*Directions*:
Copy out the entries that follow, exactly as written.

[Stored items]
☆ ☆ ☆
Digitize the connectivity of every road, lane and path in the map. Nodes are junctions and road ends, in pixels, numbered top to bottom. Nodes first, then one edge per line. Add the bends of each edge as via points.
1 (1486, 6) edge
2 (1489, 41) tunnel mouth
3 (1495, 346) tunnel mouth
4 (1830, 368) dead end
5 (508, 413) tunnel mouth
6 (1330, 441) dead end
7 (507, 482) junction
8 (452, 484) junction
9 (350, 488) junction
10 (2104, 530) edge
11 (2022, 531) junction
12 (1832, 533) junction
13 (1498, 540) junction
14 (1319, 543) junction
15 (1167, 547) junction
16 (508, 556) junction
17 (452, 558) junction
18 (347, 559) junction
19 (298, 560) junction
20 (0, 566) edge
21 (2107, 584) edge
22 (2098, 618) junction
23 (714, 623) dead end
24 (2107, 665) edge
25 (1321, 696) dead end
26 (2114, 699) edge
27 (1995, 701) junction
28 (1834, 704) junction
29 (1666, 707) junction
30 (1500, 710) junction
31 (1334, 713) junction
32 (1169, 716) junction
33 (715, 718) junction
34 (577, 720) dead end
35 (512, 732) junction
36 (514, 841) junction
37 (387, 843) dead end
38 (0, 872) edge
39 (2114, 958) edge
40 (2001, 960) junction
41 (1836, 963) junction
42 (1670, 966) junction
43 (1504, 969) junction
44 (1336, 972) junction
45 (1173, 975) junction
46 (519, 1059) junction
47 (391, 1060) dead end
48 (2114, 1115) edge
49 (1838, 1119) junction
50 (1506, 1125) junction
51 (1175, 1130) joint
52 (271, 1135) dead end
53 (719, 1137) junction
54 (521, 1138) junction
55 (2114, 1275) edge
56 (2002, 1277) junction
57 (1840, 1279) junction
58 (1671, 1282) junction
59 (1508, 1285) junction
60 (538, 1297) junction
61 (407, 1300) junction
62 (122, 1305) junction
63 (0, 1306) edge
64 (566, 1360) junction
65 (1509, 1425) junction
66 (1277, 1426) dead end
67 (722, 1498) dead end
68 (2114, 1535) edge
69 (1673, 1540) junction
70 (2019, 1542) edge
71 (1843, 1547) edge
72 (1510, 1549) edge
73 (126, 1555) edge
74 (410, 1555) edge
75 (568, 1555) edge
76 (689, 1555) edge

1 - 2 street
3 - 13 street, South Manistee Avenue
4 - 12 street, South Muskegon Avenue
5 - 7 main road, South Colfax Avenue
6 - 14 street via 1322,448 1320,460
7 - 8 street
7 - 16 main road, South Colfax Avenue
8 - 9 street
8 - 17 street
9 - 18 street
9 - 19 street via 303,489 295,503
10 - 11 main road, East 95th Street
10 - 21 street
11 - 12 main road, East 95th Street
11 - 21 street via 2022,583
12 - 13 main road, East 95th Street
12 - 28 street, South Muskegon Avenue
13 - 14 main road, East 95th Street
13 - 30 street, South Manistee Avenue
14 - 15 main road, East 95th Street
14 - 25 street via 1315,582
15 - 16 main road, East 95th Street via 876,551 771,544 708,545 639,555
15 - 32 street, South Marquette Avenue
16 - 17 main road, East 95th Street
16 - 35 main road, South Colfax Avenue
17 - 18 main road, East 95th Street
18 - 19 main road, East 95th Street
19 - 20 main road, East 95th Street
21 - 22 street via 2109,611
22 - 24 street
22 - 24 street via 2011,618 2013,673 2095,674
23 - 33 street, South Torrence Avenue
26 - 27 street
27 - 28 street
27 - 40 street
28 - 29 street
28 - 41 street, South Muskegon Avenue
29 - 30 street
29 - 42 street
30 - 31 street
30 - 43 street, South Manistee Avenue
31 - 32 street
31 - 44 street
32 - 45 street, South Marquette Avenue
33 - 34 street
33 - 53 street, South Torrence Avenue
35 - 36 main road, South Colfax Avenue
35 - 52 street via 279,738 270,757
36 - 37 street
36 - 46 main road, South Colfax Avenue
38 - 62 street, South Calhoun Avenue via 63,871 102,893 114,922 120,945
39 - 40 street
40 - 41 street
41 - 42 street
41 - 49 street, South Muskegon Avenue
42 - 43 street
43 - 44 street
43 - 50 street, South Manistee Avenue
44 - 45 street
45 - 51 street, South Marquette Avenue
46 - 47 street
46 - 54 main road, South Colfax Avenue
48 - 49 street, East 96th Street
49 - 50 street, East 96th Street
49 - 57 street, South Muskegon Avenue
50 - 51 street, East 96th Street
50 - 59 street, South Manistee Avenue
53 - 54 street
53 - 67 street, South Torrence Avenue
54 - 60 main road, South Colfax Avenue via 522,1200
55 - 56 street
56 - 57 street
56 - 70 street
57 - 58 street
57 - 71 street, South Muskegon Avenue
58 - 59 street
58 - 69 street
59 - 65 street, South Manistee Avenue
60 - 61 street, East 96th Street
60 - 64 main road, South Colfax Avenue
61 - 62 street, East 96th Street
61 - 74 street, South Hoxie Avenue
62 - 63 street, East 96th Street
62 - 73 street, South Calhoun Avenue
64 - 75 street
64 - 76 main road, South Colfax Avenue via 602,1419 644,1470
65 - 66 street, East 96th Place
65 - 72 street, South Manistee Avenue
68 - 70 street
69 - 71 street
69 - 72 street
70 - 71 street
☆ ☆ ☆
*Solved problem*:
Digitize the connectivity of every road, lane and path in the map. Nodes are junctions and road ends, in pixels, numbered top to bottom. Nodes first, then one edge per line. Add the bends of each edge as via points.
1 (1486, 6) edge
2 (1489, 41) tunnel mouth
3 (1495, 346) tunnel mouth
4 (1830, 368) dead end
5 (508, 413) tunnel mouth
6 (1330, 441) dead end
7 (507, 482) junction
8 (452, 484) junction
9 (350, 488) junction
10 (2104, 530) edge
11 (2022, 531) junction
12 (1832, 533) junction
13 (1498, 540) junction
14 (1319, 543) junction
15 (1167, 547) junction
16 (508, 556) junction
17 (452, 558) junction
18 (347, 559) junction
19 (298, 560) junction
20 (0, 566) edge
21 (2107, 584) edge
22 (2098, 618) junction
23 (714, 623) dead end
24 (2107, 665) edge
25 (1321, 696) dead end
26 (2114, 699) edge
27 (1995, 701) junction
28 (1834, 704) junction
29 (1666, 707) junction
30 (1500, 710) junction
31 (1334, 713) junction
32 (1169, 716) junction
33 (715, 718) junction
34 (577, 720) dead end
35 (512, 732) junction
36 (514, 841) junction
37 (387, 843) dead end
38 (0, 872) edge
39 (2114, 958) edge
40 (2001, 960) junction
41 (1836, 963) junction
42 (1670, 966) junction
43 (1504, 969) junction
44 (1336, 972) junction
45 (1173, 975) junction
46 (519, 1059) junction
47 (391, 1060) dead end
48 (2114, 1115) edge
49 (1838, 1119) junction
50 (1506, 1125) junction
51 (1175, 1130) joint
52 (271, 1135) dead end
53 (719, 1137) junction
54 (521, 1138) junction
55 (2114, 1275) edge
56 (2002, 1277) junction
57 (1840, 1279) junction
58 (1671, 1282) junction
59 (1508, 1285) junction
60 (538, 1297) junction
61 (407, 1300) junction
62 (122, 1305) junction
63 (0, 1306) edge
64 (566, 1360) junction
65 (1509, 1425) junction
66 (1277, 1426) dead end
67 (722, 1498) dead end
68 (2114, 1535) edge
69 (1673, 1540) junction
70 (2019, 1542) edge
71 (1843, 1547) edge
72 (1510, 1549) edge
73 (126, 1555) edge
74 (410, 1555) edge
75 (568, 1555) edge
76 (689, 1555) edge

1 - 2 street
3 - 13 street, South Manistee Avenue
4 - 12 street, South Muskegon Avenue
5 - 7 main road, South Colfax Avenue
6 - 14 street via 1322,448 1320,460
7 - 8 street
7 - 16 main road, South Colfax Avenue
8 - 9 street
8 - 17 street
9 - 18 street
9 - 19 street via 303,489 295,503
10 - 11 main road, East 95th Street
10 - 21 street
11 - 12 main road, East 95th Street
11 - 21 street via 2022,583
12 - 13 main road, East 95th Street
12 - 28 street, South Muskegon Avenue
13 - 14 main road, East 95th Street
13 - 30 street, South Manistee Avenue
14 - 15 main road, East 95th Street
14 - 25 street via 1315,582
15 - 16 main road, East 95th Street via 876,551 771,544 708,545 639,555
15 - 32 street, South Marquette Avenue
16 - 17 main road, East 95th Street
16 - 35 main road, South Colfax Avenue
17 - 18 main road, East 95th Street
18 - 19 main road, East 95th Street
19 - 20 main road, East 95th Street
21 - 22 street via 2109,611
22 - 24 street
22 - 24 street via 2011,618 2013,673 2095,674
23 - 33 street, South Torrence Avenue
26 - 27 street
27 - 28 street
27 - 40 street
28 - 29 street
28 - 41 street, South Muskegon Avenue
29 - 30 street
29 - 42 street
30 - 31 street
30 - 43 street, South Manistee Avenue
31 - 32 street
31 - 44 street
32 - 45 street, South Marquette Avenue
33 - 34 street
33 - 53 street, South Torrence Avenue
35 - 36 main road, South Colfax Avenue
35 - 52 street via 279,738 270,757
36 - 37 street
36 - 46 main road, South Colfax Avenue
38 - 62 street, South Calhoun Avenue via 63,871 102,893 114,922 120,945
39 - 40 street
40 - 41 street
41 - 42 street
41 - 49 street, South Muskegon Avenue
42 - 43 street
43 - 44 street
43 - 50 street, South Manistee Avenue
44 - 45 street
45 - 51 street, South Marquette Avenue
46 - 47 street
46 - 54 main road, South Colfax Avenue
48 - 49 street, East 96th Street
49 - 50 street, East 96th Street
49 - 57 street, South Muskegon Avenue
50 - 51 street, East 96th Street
50 - 59 street, South Manistee Avenue
53 - 54 street
53 - 67 street, South Torrence Avenue
54 - 60 main road, South Colfax Avenue via 522,1200
55 - 56 street
56 - 57 street
56 - 70 street
57 - 58 street
57 - 71 street, South Muskegon Avenue
58 - 59 street
58 - 69 street
59 - 65 street, South Manistee Avenue
60 - 61 street, East 96th Street
60 - 64 main road, South Colfax Avenue
61 - 62 street, East 96th Street
61 - 74 street, South Hoxie Avenue
62 - 63 street, East 96th Street
62 - 73 street, South Calhoun Avenue
64 - 75 street
64 - 76 main road, South Colfax Avenue via 602,1419 644,1470
65 - 66 street, East 96th Place
65 - 72 street, South Manistee Avenue
68 - 70 street
69 - 71 street
69 - 72 street
70 - 71 street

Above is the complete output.